[EXERCISE AIM] Copy out, from the entries below, each line holding the string "SMEBYVEGEN".

(Saved data entries)
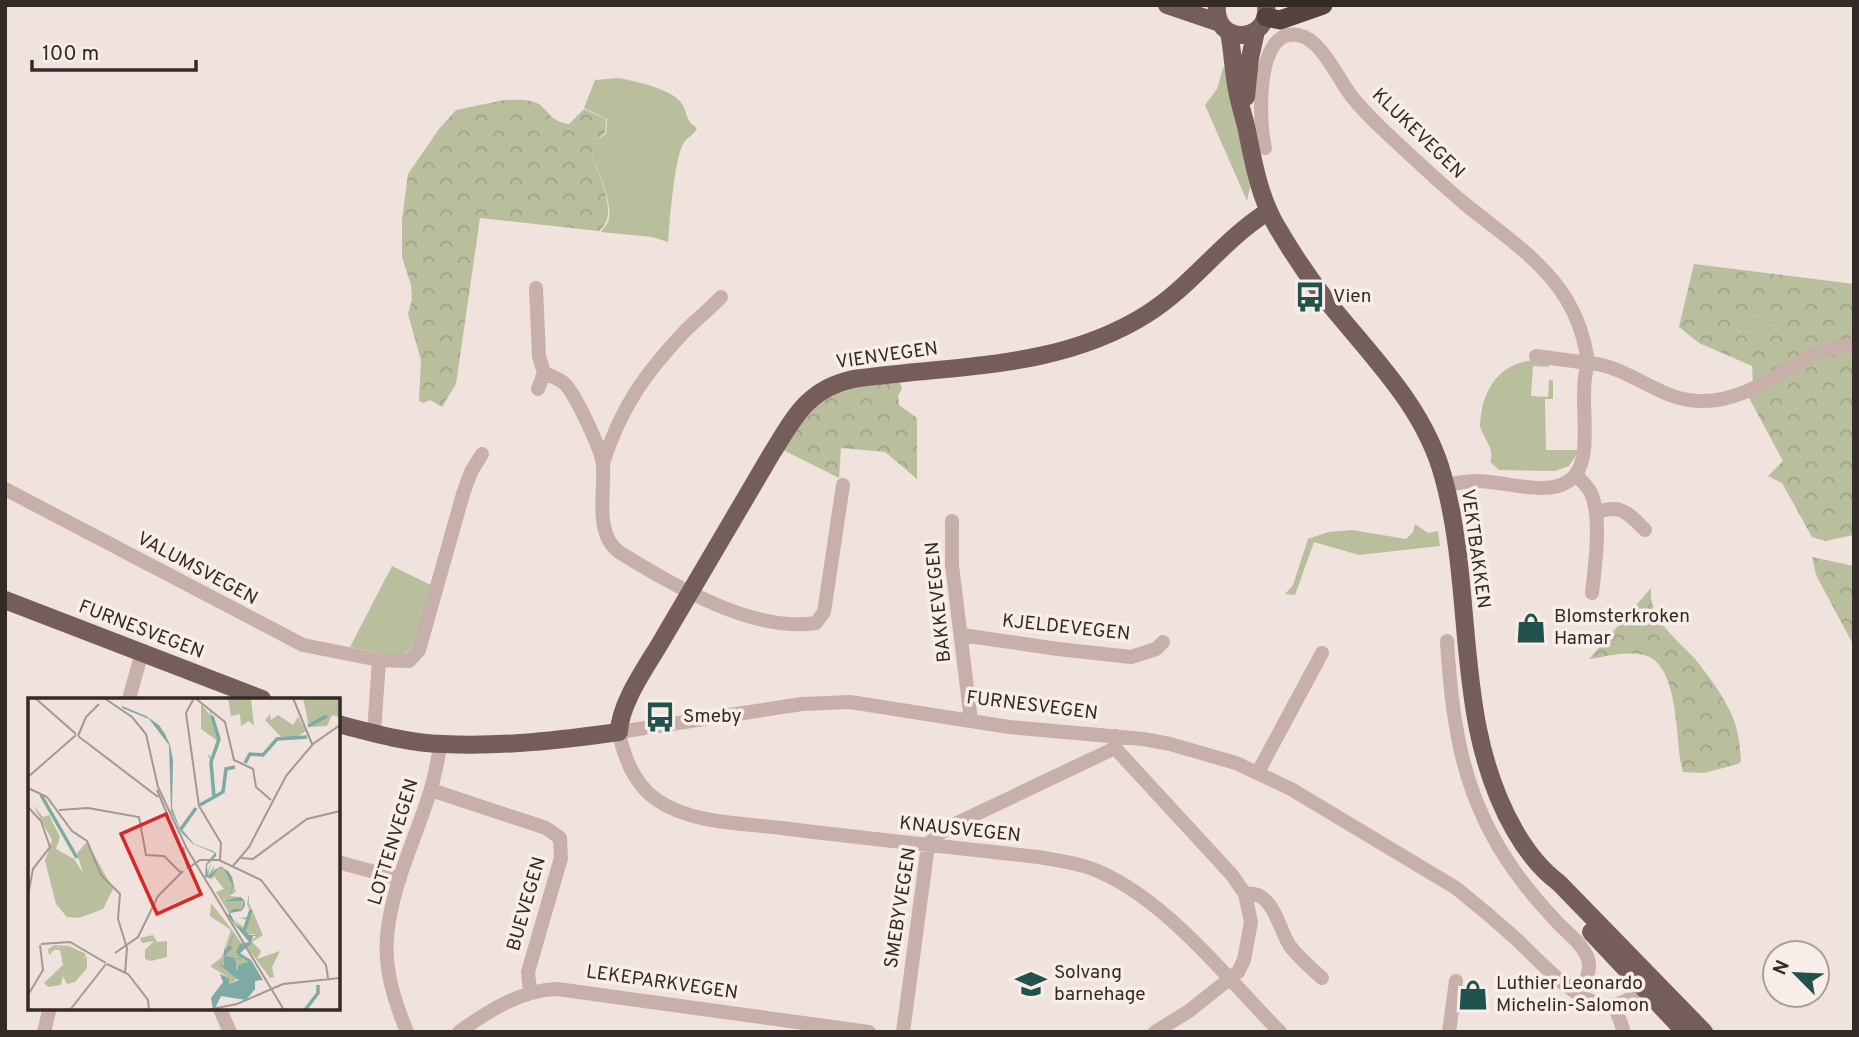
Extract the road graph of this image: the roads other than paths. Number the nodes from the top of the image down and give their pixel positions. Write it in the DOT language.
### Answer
graph roads {
  1 [pos="1167,5"];
  2 [pos="1217,5"];
  3 [pos="1323,5"];
  4 [pos="1263,18"];
  5 [pos="1225,28"];
  6 [pos="1244,117"];
  7 [pos="1265,148"];
  8 [pos="1269,211"];
  9 [pos="536,288"];
  10 [pos="722,297"];
  11 [pos="1854,344"];
  12 [pos="1536,356"];
  13 [pos="1588,363"];
  14 [pos="544,373"];
  15 [pos="538,389"];
  16 [pos="482,454"];
  17 [pos="603,463"];
  18 [pos="1577,475"];
  19 [pos="843,485"];
  20 [pos="1446,485"];
  21 [pos="5,489"];
  22 [pos="1595,513"];
  23 [pos="952,521"];
  24 [pos="1645,530"];
  25 [pos="690,592"];
  26 [pos="1592,593"];
  27 [pos="5,600"];
  28 [pos="962,635"];
  29 [pos="1447,641"];
  30 [pos="1163,642"];
  31 [pos="142,652"];
  32 [pos="1322,653"];
  33 [pos="379,660"];
  34 [pos="130,698"];
  35 [pos="259,698"];
  36 [pos="971,721"];
  37 [pos="340,724"];
  38 [pos="619,732"];
  39 [pos="374,733"];
  40 [pos="1116,742"];
  41 [pos="441,744"];
  42 [pos="1258,772"];
  43 [pos="431,790"];
  44 [pos="928,845"];
  45 [pos="340,863"];
  46 [pos="400,878"];
  47 [pos="1245,894"];
  48 [pos="1322,978"];
  49 [pos="1228,979"];
  50 [pos="1456,981"];
  51 [pos="1649,984"];
  52 [pos="530,992"];
  53 [pos="1579,994"];
  54 [pos="1614,1004"];
  55 [pos="50,1009"];
  56 [pos="220,1009"];
  57 [pos="44,1032"];
  58 [pos="230,1032"];
  59 [pos="407,1032"];
  60 [pos="459,1032"];
  61 [pos="869,1032"];
  62 [pos="903,1032"];
  63 [pos="1155,1032"];
  64 [pos="1280,1032"];
  65 [pos="1449,1032"];
  66 [pos="1622,1032"];
  67 [pos="1685,1032"];
  68 [pos="1704,1032"];
  1 -- 5 [label="main road"];
  2 -- 5 [label="main road, VEKTBAKKEN"];
  3 -- 4 [label="highway"];
  4 -- 5 [label="main road"];
  4 -- 6 [label="main road, VEKTBAKKEN"];
  5 -- 6 [label="main road, VEKTBAKKEN"];
  6 -- 8 [label="main road, VEKTBAKKEN"];
  7 -- 13 [label="street, KLUKEVEGEN"];
  8 -- 20 [label="main road, VEKTBAKKEN"];
  8 -- 25 [label="main road, VIENVEGEN"];
  9 -- 14 [label="street"];
  10 -- 17 [label="street"];
  11 -- 13 [label="street"];
  12 -- 13 [label="street"];
  13 -- 18 [label="street, KLUKEVEGEN"];
  14 -- 15 [label="street"];
  14 -- 17 [label="street"];
  16 -- 33 [label="street, VALUMSVEGEN"];
  17 -- 25 [label="street"];
  18 -- 20 [label="street"];
  18 -- 22 [label="street"];
  19 -- 25 [label="street"];
  20 -- 51 [label="main road, VEKTBAKKEN"];
  21 -- 33 [label="street, VALUMSVEGEN"];
  22 -- 24 [label="street"];
  22 -- 26 [label="street"];
  23 -- 28 [label="street, BAKKEVEGEN"];
  25 -- 38 [label="main road, VIENVEGEN"];
  27 -- 31 [label="main road, FURNESVEGEN"];
  28 -- 30 [label="street, KJELDEVEGEN"];
  28 -- 36 [label="street, BAKKEVEGEN"];
  29 -- 53 [label="street"];
  31 -- 34 [label="street"];
  31 -- 35 [label="main road, FURNESVEGEN"];
  32 -- 42 [label="street"];
  33 -- 39 [label="street"];
  36 -- 38 [label="street, FURNESVEGEN"];
  36 -- 40 [label="street, FURNESVEGEN"];
  37 -- 39 [label="main road, FURNESVEGEN"];
  38 -- 41 [label="main road, FURNESVEGEN"];
  38 -- 44 [label="street, KNAUSVEGEN"];
  39 -- 41 [label="main road, FURNESVEGEN"];
  40 -- 42 [label="street, FURNESVEGEN"];
  40 -- 44 [label="street, SMEBYVEGEN"];
  40 -- 47 [label="street"];
  41 -- 43 [label="street, LOTTENVEGEN"];
  42 -- 53 [label="street, FURNESVEGEN"];
  43 -- 46 [label="street, LOTTENVEGEN"];
  43 -- 52 [label="street, BUEVEGEN"];
  44 -- 49 [label="street, KNAUSVEGEN"];
  44 -- 62 [label="street, SMEBYVEGEN"];
  45 -- 46 [label="street"];
  46 -- 59 [label="street, LOTTENVEGEN"];
  47 -- 48 [label="street"];
  47 -- 49 [label="street"];
  49 -- 63 [label="street"];
  49 -- 64 [label="street, KNAUSVEGEN"];
  50 -- 65 [label="street"];
  51 -- 54 [label="street"];
  51 -- 67 [label="main road"];
  51 -- 68 [label="main road"];
  52 -- 60 [label="street, LEKEPARKVEGEN"];
  52 -- 61 [label="street, LEKEPARKVEGEN"];
  53 -- 54 [label="street, FURNESVEGEN"];
  54 -- 66 [label="street"];
  55 -- 57 [label="street"];
  56 -- 58 [label="street"];
}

[YOUR SOLUTION]
  40 -- 44 [label="street, SMEBYVEGEN"];
  44 -- 62 [label="street, SMEBYVEGEN"];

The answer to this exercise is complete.